Here is a modified version with the latter approach:

#include <limits.h>
#include <stdio.h>

unsigned long long int combn(int n, int k) {
    if (k < 0 || n < 0 || k > n)
        return 0;

    // minimize computations
    if (k > n - k)
        k = n - k;

    int factors[k];
    // initialize factors of n! / (n - k)!
    for (int i = 0; i < k; i++)
        factors[i] = n - i;

    for (int i = k; i > 1; i--) {
        // find the multiple of i, divide it by i
        for (int j = 0; j < k; j++) {
            if (factors[j] % i == 0) {
                factors[j] /= i;
                break;
            }
        }
    }

    // compute result
    unsigned long long int C = 1;
    for (int i = 0; i < k; i++) {
        if (C > ULLONG_MAX / factors[i])
            return ULLONG_MAX;
        C = C * factors[i];
    }
    return C;
}

int main(void) {
    int n, k;
    printf("Enter n and k: ");
    if (scanf("%d %d", &n, &k) == 2) {
        unsigned long long C = combn(n, k);
        if (C == ULLONG_MAX)
            printf("overflow\n");
        else
            printf("%d choose %d is %llu\n", n, k, C);
    }
    return 0;
}

Output:

50 choose 10 is 10272278170

Answer 2

you overflow the long long capacity (and you code is mixing long long and int BTW)

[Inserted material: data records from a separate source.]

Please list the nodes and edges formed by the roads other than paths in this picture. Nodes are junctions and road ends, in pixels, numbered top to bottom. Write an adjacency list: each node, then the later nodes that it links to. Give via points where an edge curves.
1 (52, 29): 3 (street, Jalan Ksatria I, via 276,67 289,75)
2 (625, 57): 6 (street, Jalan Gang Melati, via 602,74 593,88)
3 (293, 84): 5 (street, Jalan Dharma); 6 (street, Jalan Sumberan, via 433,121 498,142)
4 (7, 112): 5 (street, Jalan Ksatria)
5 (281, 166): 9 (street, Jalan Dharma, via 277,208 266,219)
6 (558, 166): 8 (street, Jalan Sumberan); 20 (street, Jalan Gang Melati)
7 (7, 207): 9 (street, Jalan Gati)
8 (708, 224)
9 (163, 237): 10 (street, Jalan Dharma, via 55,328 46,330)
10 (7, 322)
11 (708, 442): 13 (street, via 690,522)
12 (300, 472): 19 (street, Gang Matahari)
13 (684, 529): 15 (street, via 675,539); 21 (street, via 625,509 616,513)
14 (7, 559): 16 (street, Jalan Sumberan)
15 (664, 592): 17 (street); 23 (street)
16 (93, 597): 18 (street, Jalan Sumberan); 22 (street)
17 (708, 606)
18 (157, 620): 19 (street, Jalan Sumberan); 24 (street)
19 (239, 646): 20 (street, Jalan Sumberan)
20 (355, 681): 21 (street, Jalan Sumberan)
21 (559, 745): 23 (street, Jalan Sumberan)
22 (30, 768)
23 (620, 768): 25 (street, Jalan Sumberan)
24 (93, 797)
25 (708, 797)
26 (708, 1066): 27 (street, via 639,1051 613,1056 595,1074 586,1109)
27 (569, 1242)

you need to compute 50! which is ~ 3.10^64, thus far above max int (~2^9) and max long long int which is ~9.10^18. You need to use a special big integer library or rework your algo not to compute overflowed values (or do not use big values...)

Seems there are algorithm that can compute combination that fits a long long without overflowing; see: Calculating the Amount of Combinations

Answer 3

50! is a very large number, taking almost 150 bits to represent, The long long datatype provides only 64 bits. So, C can't do the computation the way you're doing it; it overflows.

You can use an arbitrary-precision arithmetic package library for this purpose. This kind of library represents numbers with variable numbers of bits, and offers operations that don't overflow.

gmp -- the Gnu MP Bignum library, is an example of such a library. There are others. Here's how you might do it with gmp. (not debugged).

#include "gmp.h"
#include <stdio.h>
#include <stdlib.h>
#include <assert.h>

int main(int argc, char * argv[]){
  uint n;
  uint m;

  mpz_t nn;
  mpz_t mmn;
  mpz_t mmm;
  mpz_t denom;
  mpz_t result;
  char * str;

  if (argc <= 2){
    printf ("Usage: %s <number> <number> \n", argv[0]);
    return 1;
  }
  n = atoi(argv[1]);
  m = atoi(argv[2]);

  mpz_fac_ui (nn,n);          /* nn = n! */
  mpz_fac_ui (mmn,n-m);       /* mmn = (n-m)! */
  mpz_fac_ui (mmm,m);         /* mmm = m! */

  mpz_mul(denom, mmm, mmn);       /* denom = mmn * mmm */
  mpz_fdiv_q(result, nn, denom);  /* result = nn / denom */

  str =  mpz_get_str (null, 10, const mpz_t result);
  printf ("deal %d from %d: %s combinations\n", n,m, str);
  free (str);
  mpz_clear(nn);
  mpz_clear(mmm);
  mpz_clear(mmn);
  mpz_clear(denom);
  mpz_clear(result);

  return 0;
}

Another possibility: take advantage of the fact that (n!) / (n-m)! is equal to the product of the integers from (m+1 to n). For example 50!/ 47! is 48 * 49 * 50. That should, in many cases, keep your integers representable in 64 bits. And, even better when you're doing this kind of computer arithmetic, you don't have to perform an actual division operation because it falls right out of the formulas.